Orthogonal PCM signal processing algorithm

At present, the resolution problem remains relevant in radar, and in the transmission of information - the task of distinguishing signals.

To solve these problems, one can use PCM signals encoded by ensembles of orthogonal functions, which, as is known, have zero cross-correlation.

To resolve signals in radar, a burst signal can be used, each pulse of which is encoded by one of the rows of the orthogonal matrix, for example, the Vilenkin-Chrestenson or Walsh-Hadamard matrices. These signals have good correlation characteristics, which allows them to be used for the aforementioned tasks. To distinguish between signals in data transmission systems, you can use the same signal with a duty cycle equal to one.

In this case, the Vilenkin-Chrestenson matrix can be used to form a polyphase ( p- phase) PCM signal, and the Walsh-Hadamard matrix, as a special case of the Vilenkin-Chrestenson matrix for the number of phases equal to two, for the formation of a biphasic signal.

Polyphase signals are known to have high noise immunity, structural stealth and a relatively low level of side lobes of the autocorrelation function. However, to process such signals, it is necessary to spend more algebraic operations of addition and multiplication due to the presence of the real and imaginary parts of the signal samples, which leads to an increase in processing time.

The problems of discrimination and resolution can be aggravated by a priori unknown Doppler shift of the carrier frequency due to the relative motion of the information source and the subscriber or radar and the target, which also complicates the processing of signals in real time due to the presence of additional Doppler processing channels.

To process the aforementioned signals having a Doppler frequency addition, it is proposed to use a device that consists of an input register, a discrete conversion processor, a cross-link unit, and a set of identical ACF signal generation units, which are series-connected shift registers.

If we take the Vilenkin-Chrestenson orthogonal matrix for processing a polyphase burst signal as the basis matrix, then the discrete transformation will go over to the discrete Vilenkin-Chrestenson-Fourier transform.

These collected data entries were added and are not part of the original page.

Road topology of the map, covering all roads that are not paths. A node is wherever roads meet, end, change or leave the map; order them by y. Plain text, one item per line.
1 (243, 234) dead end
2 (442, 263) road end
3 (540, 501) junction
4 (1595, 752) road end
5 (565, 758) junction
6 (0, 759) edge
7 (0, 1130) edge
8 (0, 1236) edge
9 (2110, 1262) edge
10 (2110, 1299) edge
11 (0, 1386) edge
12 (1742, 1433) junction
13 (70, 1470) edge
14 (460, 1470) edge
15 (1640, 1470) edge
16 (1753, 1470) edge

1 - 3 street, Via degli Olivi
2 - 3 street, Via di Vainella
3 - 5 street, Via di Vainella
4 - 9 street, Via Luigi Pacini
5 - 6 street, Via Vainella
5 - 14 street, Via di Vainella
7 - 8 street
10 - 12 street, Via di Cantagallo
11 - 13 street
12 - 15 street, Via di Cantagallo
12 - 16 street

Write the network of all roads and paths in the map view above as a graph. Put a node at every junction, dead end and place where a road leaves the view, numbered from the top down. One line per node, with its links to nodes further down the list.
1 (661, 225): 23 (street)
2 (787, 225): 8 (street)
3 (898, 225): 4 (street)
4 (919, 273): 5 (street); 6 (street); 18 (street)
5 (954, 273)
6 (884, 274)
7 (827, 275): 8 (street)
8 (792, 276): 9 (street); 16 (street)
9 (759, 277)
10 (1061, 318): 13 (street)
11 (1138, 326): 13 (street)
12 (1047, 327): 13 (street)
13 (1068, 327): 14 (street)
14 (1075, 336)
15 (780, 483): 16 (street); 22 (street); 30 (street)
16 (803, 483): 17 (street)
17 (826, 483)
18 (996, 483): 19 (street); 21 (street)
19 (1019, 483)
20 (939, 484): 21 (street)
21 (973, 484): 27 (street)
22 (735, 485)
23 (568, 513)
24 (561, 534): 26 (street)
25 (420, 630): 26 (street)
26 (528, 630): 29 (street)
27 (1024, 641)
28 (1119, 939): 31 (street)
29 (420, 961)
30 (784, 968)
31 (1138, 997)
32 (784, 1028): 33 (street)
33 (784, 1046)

Because the Vilenkin-Chrestenson matrix can be factorized using the Good algorithm, then the discrete Vilenkin-Chrestenson-Fourier transform can be reduced to the fast Vilenkin-Chrestenson-Fourier transform.

If we take the orthogonal Walsh-Hadamard matrix as a basis matrix, a special case of the Vilenkin-Chrestenson matrix for processing a biphasic burst signal, then the discrete transformation will go over to the discrete Walsh-Fourier transform, which can be reduced to the fast Walsh-Fourier transform by factorization.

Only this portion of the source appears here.